The state of Israel was formed in May of 1948. It had become a dream for all Jews in the diaspora to visit the “promised land” at least once in their lifetimes. As a result, the feeling of personal accomplishment—of celebration—when the wheels of our 747 hit the ground was extraordinary. Everyone on the plane began clapping and singing. All around were smiles, tears, prayers and gratitude. Strangers were shaking each other’s hands and hugging. From our seats at the back of the plane, Ruth and I were in fine position to witness the aisles come alive with happiness. It was clear that everyone felt they had “come home.”
The doors opened and warm, humid air spread through the cabin like a fever on the march. In those days there were no gates attached to the terminal, and because Lod Airport was still under construction, we were sitting in a remote part of an inactive taxiway. There was a stampede to get off the plane, and many of those who did then got on their knees and spent five minutes kissing the runway and looking towards the heavens, as if impersonating a pontiff arriving in a foreign land. It was nearly midnight, but the sultry air was exceptionally strange to someone arriving from a Scottish climate.

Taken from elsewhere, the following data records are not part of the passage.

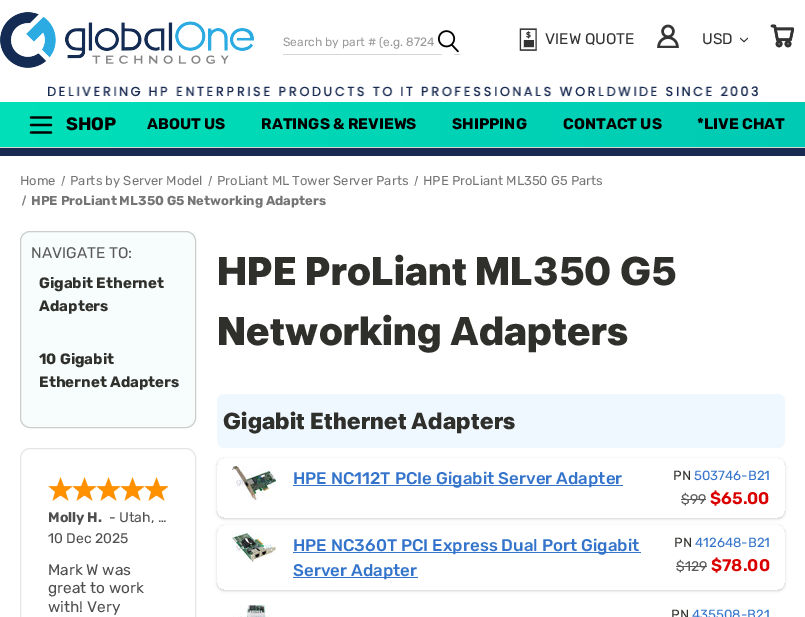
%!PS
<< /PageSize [805 617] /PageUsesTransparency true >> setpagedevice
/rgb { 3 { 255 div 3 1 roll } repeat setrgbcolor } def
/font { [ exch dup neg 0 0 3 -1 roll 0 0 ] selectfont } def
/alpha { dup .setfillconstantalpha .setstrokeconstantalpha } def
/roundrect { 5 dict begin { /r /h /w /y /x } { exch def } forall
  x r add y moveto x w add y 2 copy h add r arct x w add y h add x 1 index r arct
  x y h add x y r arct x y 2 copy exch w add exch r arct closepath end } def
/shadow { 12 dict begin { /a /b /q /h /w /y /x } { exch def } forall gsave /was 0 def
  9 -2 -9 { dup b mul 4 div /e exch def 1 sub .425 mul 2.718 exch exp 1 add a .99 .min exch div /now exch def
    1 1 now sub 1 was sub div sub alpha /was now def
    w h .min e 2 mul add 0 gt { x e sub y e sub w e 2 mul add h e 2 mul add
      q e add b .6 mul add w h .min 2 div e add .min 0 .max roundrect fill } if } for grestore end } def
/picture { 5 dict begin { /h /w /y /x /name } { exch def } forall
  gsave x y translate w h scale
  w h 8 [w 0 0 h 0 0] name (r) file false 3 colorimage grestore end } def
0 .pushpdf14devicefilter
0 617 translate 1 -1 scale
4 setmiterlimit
255 255 255 rgb
0 0 805 617 rectfill
229 229 229 rgb
0 147 805 1 rectfill
(img/1.rgb) 0 12 254 56 picture
215 215 215 rgb
283 54 177 1 rectfill
255 255 255 rgb
436 29 24 27 12 roundrect fill
(img/2.rgb) 437 30 22 23 picture
(img/3.rgb) 519 28 18 23 picture
(img/4.rgb) 657 24 22 24 picture
(img/5.rgb) 740 37 8 6 picture
(img/6.rgb) 770 24 24 24 picture
(img/7.rgb) 48 86 710 11 picture
24 42 82 rgb
0 148 805 8 rectfill
0 0 0 rgb
0 104 805 45 0 2 0.08 shadow
gsave 0 102 moveto 805 102 lineto 805 147 lineto 0 147 lineto closepath clip newpath
<< /ShadingType 2 /ColorSpace /DeviceRGB /Coords [0 125 805 124] /Extend [true true] /Function << /FunctionType 2 /Domain [0 1] /C0 [0 0.878 0.722] /C1 [0 0.792 0.706] /N 1 >> >> shfill grestore
(img/8.rgb) 29 116 24 18 picture
117 117 117 rgb
64 176 moveto 65 176 lineto 62 186 lineto 61.5 186 lineto closepath fill
211 176 moveto 212 176 lineto 209 186 lineto 208.5 186 lineto closepath fill
417 176 moveto 418 176 lineto 415 186 lineto 414.5 186 lineto closepath fill
25 195.5 moveto 26 195.5 lineto 23 205.5 lineto 22 205.5 lineto closepath fill
247 253 252 rgb
20.5 231.5 175 196 9.5 roundrect gsave fill grestore
204 204 204 rgb
stroke
229 229 229 rgb
20.5 448.5 175 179 9.5 roundrect stroke
(img/9.rgb) 48 477 24 24 picture
(img/9.rgb) 72 477 24 24 picture
(img/9.rgb) 96 477 24 24 picture
(img/9.rgb) 120 477 24 24 picture
(img/9.rgb) 144 477 24 24 picture
240 248 255 rgb
217 394 568 54 7 roundrect fill
gsave
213 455 moveto 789 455 lineto 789 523 lineto 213 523 lineto closepath 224 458 moveto 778 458 lineto 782 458 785 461 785 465 curveto 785 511 lineto 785 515 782 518 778 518 curveto 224 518 lineto 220 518 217 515 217 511 curveto 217 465 lineto 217 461 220 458 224 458 curveto closepath eoclip newpath
0 0 0 rgb
217 459 568 60 7 1 0.06 shadow
grestore
gsave
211 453 moveto 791 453 lineto 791 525 lineto 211 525 lineto closepath 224 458 moveto 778 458 lineto 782 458 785 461 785 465 curveto 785 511 lineto 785 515 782 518 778 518 curveto 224 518 lineto 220 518 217 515 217 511 curveto 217 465 lineto 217 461 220 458 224 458 curveto closepath eoclip newpath
0 0 0 rgb
217 459 568 60 7 1.5 0.1 shadow
grestore
(img/10.rgb) 232 466 44 34 picture
52 116 203 rgb
293 485 330 1 rectfill
89 89 89 rgb
681 499 25 1 rectfill
gsave
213 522 moveto 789 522 lineto 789 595 lineto 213 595 lineto closepath 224 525 moveto 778 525 lineto 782 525 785 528 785 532 curveto 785 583 lineto 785 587 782 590 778 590 curveto 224 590 lineto 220 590 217 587 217 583 curveto 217 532 lineto 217 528 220 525 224 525 curveto closepath eoclip newpath
0 0 0 rgb
217 526 568 65 7 1 0.06 shadow
grestore
gsave
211 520 moveto 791 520 lineto 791 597 lineto 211 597 lineto closepath 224 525 moveto 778 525 lineto 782 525 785 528 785 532 curveto 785 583 lineto 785 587 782 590 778 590 curveto 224 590 lineto 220 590 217 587 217 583 curveto 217 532 lineto 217 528 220 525 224 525 curveto closepath eoclip newpath
0 0 0 rgb
217 526 568 65 7 1.5 0.1 shadow
grestore
(img/11.rgb) 232 533 44 29 picture
[
  [293 552 348 1 52 116 203]
  [293 577 125 1 52 116 203]
  [676 566 31 1 89 89 89]
] { aload pop rgb rectfill } forall
(img/12.rgb) 233 605 39 12 picture
/Rubik-Regular 12 font
153 153 153 rgb
283 46 moveto (Search by part # \(e.g. 8724) show
/Rubik-Regular 15.4 font
51 51 51 rgb
545 44 moveto (VIEW QUOTE) show
702 44 moveto (USD) show
/Rubik-Bold 18 font
0 0 0 rgb
66 130 moveto (SHOP) show
/Rubik-Bold 15.4 font
[
  [(ABOUT US) 147 129]
  [(RATINGS & REVIEWS) 261 129]
  [(SHIPPING) 452 129]
  [(CONTACT US) 563 129]
  [(*LIVE CHAT) 697 129]
] { aload pop moveto show } forall
/Rubik-Regular 13 font
117 117 117 rgb
[
  [(Home) 20 185]
  [(Parts by Server Model) 70 185]
  [(ProLiant ML Tower Server Parts) 217 185]
  [(HPE ProLiant ML350 G5 Parts) 423 185]
] { aload pop moveto show } forall
/Rubik-Bold 13 font
31 205 moveto (HPE ProLiant ML350 G5 Networking Adapters) show
/Rubik-Regular 15.4 font
89 89 89 rgb
31 258 moveto (NAVIGATE TO:) show
/Rubik-Bold 15 font
47 47 43 rgb
[
  [(Gigabit Ethernet) 39 288]
  [(Adapters) 39 311]
  [(10 Gigabit) 39 364]
  [(Ethernet Adapters) 39 387]
] { aload pop moveto show } forall
/Rubik-Bold 14 font
79 79 79 rgb
48 522 moveto (Molly H.) show
/Rubik-Regular 14 font
109 522 moveto (- Utah, …) show
48 543 moveto (10 Dec 2025) show
/Rubik-Regular 15.4 font
[
  [(Mark W was) 48 575]
  [(great to work) 48 593]
  [(with! Very) 48 612]
] { aload pop moveto show } forall
/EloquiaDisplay-ExtraBold 40 font
47 47 43 rgb
217 285 moveto 0.25 0 (HPE ProLiant ML350 G5) ashow
217 345 moveto 0.25 0 (Networking Adapters) ashow
/EloquiaDisplay-ExtraBold 23.1 font
223 429 moveto 0.25 0 (Gigabit Ethernet Adapters) ashow
/Rubik-Medium 16.9 font
52 116 203 rgb
293 484 moveto (HPE NC112T PCIe Gigabit Server Adapter) show
/Rubik-Regular 13.25 font
47 47 43 rgb
673 480 moveto (PN) show
52 116 203 rgb
694 480 moveto (503746-B21) show
/Rubik-Regular 14 font
89 89 89 rgb
681 504 moveto ($99) show
/Rubik-SemiBold 16.9 font
219 0 0 rgb
710 504 moveto ($65.00) show
/Rubik-Medium 16.9 font
52 116 203 rgb
293 551 moveto (HPE NC360T PCI Express Dual Port Gigabit) show
293 576 moveto (Server Adapter) show
/Rubik-Regular 13.25 font
47 47 43 rgb
674 547 moveto (PN) show
52 116 203 rgb
695 547 moveto (412648-B21) show
/Rubik-Regular 14 font
89 89 89 rgb
676 571 moveto ($129) show
/Rubik-SemiBold 16.9 font
219 0 0 rgb
711 571 moveto ($78.00) show
/Rubik-Regular 13.25 font
47 47 43 rgb
671 619 moveto (PN) show
52 116 203 rgb
692 619 moveto (435508-B21) show
.poppdf14devicefilter showpage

After progressing through immigration and baggage claim we all met outside, bags in hand, our excitement peaked and our thirst for adventure at the ready. Ruth met our uncle Jack, who whisked her away as soon as she claimed her luggage. I wouldn’t see her again for six weeks. My group, on the other hand, was ushered onto another bus and taken into Tel Aviv, where we would spend one night in a hotel. The bus journey took half an hour, but from the looks and moves that some of the boys were making towards the ladies I could already see the “casual” relationships in the making. It wouldn’t be long before the sexual exploits of these impromptu couples became talking points of every waking minute during the days to come.
At the hotel we roomed with members of the same sex who were going to the same kibbutzim (plural for kibbutz). Andrew and I ended up sharing a room, and other than the fact that he couldn’t go ten minutes without a “fag,” our night was quiet and filled with anticipation for the next day’s arrival at Kibbutz Hazorea.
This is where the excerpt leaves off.